Konteyner kent içindeki fırına yemek veren Mehmet Küçükel, konteyner kentte yaşanan sorunları yetkililere iletmelerine rağmen çözüm bulunmamasından şikayetçi.

Küçükel, geçen kış yaşadığı sorunu şöyle anlatıyor: “Yan konteyner su alınca, bizim konteynerimize de su sızdı. Durumu defalarca ilettim, ‘geleceğiz’ dediler ama gelmediler. Dört gün boyunca mücadele ettim. Bağırıp çağırınca nihayet gelip tamir ettiler. Bu sorun sürekli yaşanıyor. Bu kış da su sızıntısı sorunu yaşamaktan endişe duyuyoruz çünkü sorunlarımıza çözüm bulacak bir muhatap bulamıyoruz."

Ahmet Doğan da konteynerin bazı bölümlerinde yağmurlu havalarda su sızıntıları yaşandığını, bu durumun özellikle kış aylarında yaşamı daha da zorlaştırdığını dile getiriyor.  

GIDA YARDIMLARI KESİLDİ

Konteyner kenti dolaşmaya devam edip depremzedeler ile konuştuğumuzda şimdiye kadar verilen gıda yardım kartların da kesilmeye başladığını öğreniyoruz. Depremzedeler için AFAD ve Türk Kızılay iş birliğiyle sağlanan Esenkart yardımlarının üç aydır kesildiğini söyleyen Koçer, “Esenkart ile 4 bin 500 TL’lik gıda yardımı alıyorduk ama üç aydır bu yardımı alamıyoruz” diyor.

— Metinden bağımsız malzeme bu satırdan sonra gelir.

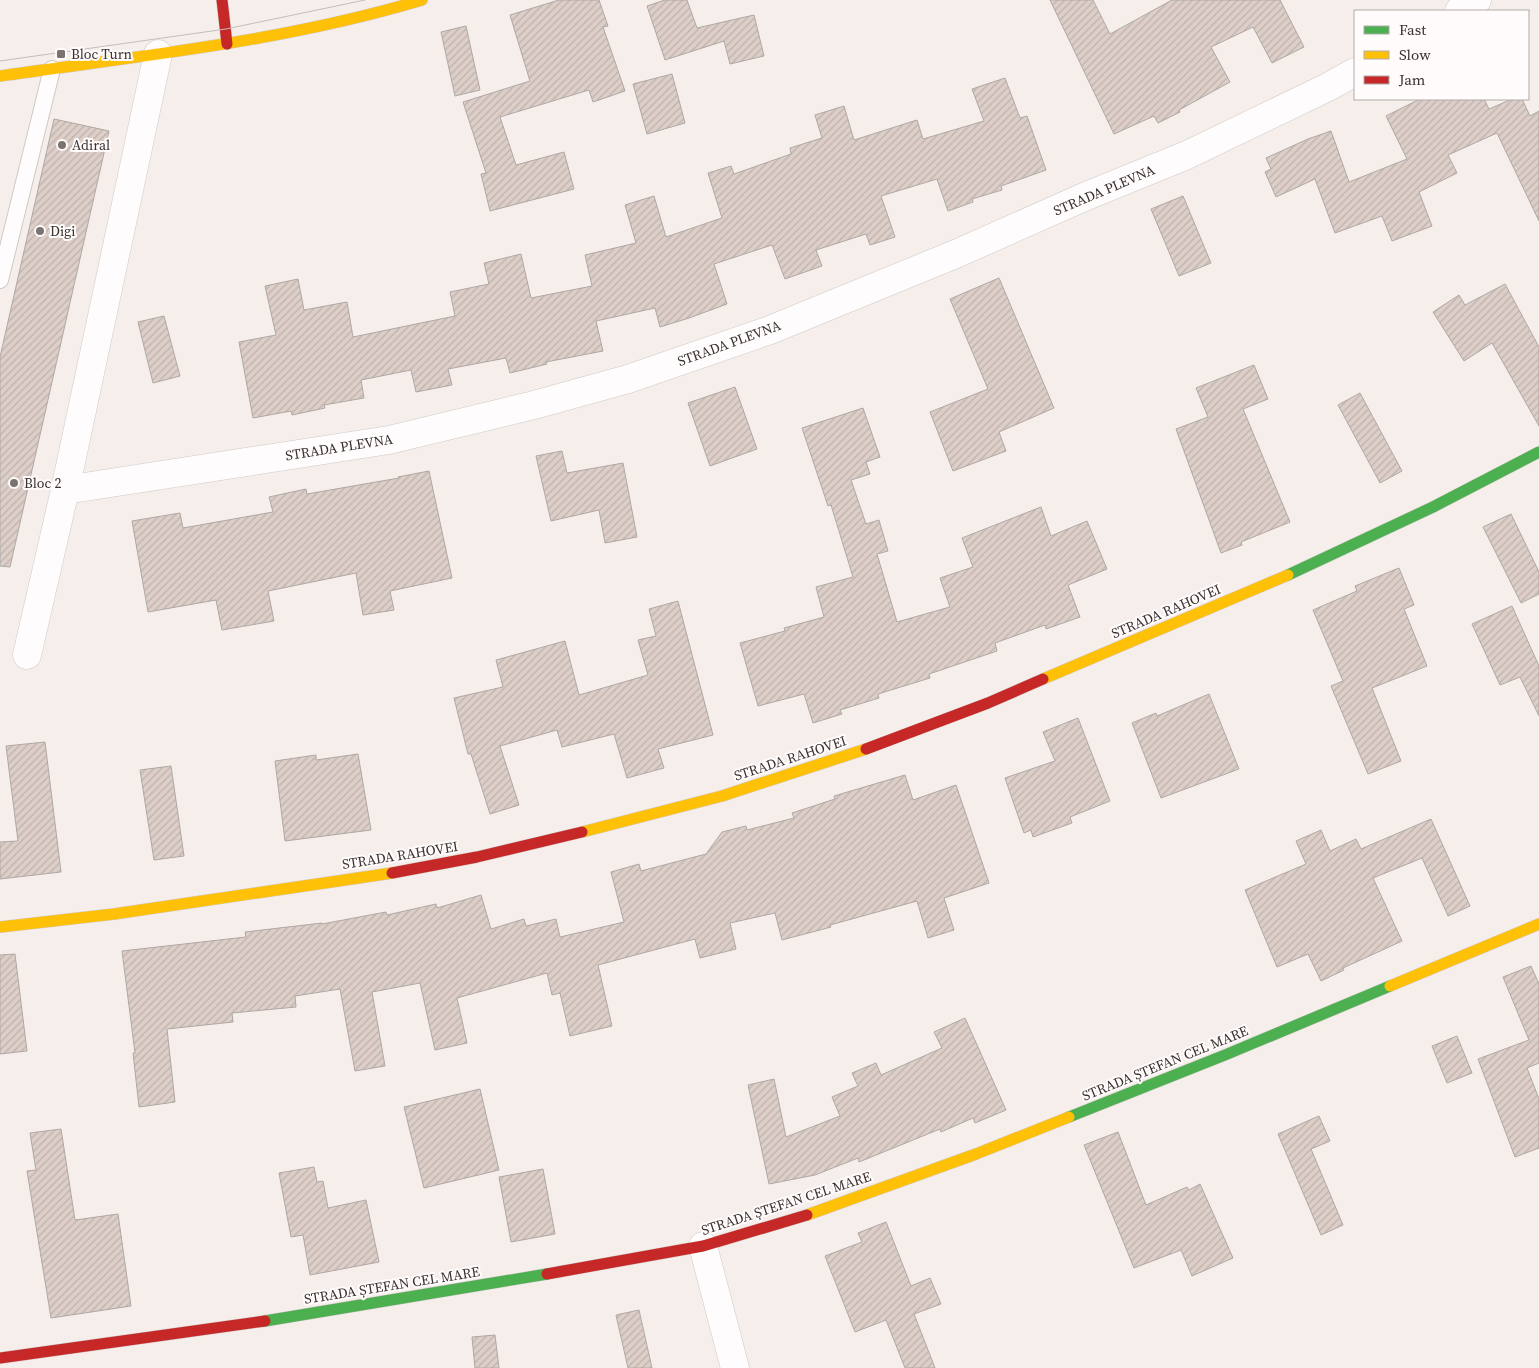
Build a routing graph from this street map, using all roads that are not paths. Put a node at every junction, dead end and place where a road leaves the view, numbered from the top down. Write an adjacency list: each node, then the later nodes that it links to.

Konteyner kentte yaşayan depremzedelerin en çok endişeli oldukları sorunlardan birisi de kalıcı konutlar. Kalıcı konutların tesliminin sürekli ertelenmesinden şikayetçi olan Küçükel, “Bize konut çıktı ama her gittiğimizde ‘2 aya kadar anahtarları teslim edeceğiz’ diyorlar. Ancak bir türlü teslim edilmiyor" diye konuşuyor.

'KONUTLARIN SÖYLENEN TARİHTE TESLİM EDİLECEĞİNE İNANCIM YOK'

İsmini vermek istemeyen bir depremzede de “Bize 25 Nisan’da konut teslim edileceği söylendi. Ancak bu tarihte teslim edileceğine dair inancım yok" diyor.

Gecekondudaki evin yıkıldığını söyleyen Koçer de, “Evimiz depremde yıkıldı ancak hala yeni bir ev verilmedi. Bize hiçbir tarih verilmiyor. Ne zaman ev yapılırsa o zaman gideriz; çünkü başka gidecek bir yerimiz yok” ifadelerini kullanıyor.

'KİRADA OTURANLAR GÖRMEZDEN GELİNİYOR'

Başka bir depremzede de kiracı olduğu için kendilerine konut çıkmadığını söyleyerek şu ifadeleri kullanıyor: “Ben kiracı olduğum için bana ev çıkmadı. Ev sahipleri için konutlar yapılıyor ancak kirada oturanlar görmezden geliniyor. Bizim gibi kiracı olan çok fazla insan var. Ne zamana kadar burada kalacağımızı bilmiyoruz. Yarın çıkmamız söylense, nereye gideceğimizi bilmiyoruz. Şehirde kiralık ev yok, olanlar da fahiş fiyatlarda. Kiralar 15-20 bin TL’ye çıktı. Bu belirsizlik içinde yaşamaya devam ediyoruz. Kiracılar için de bir hak tanınmasını istiyoruz.”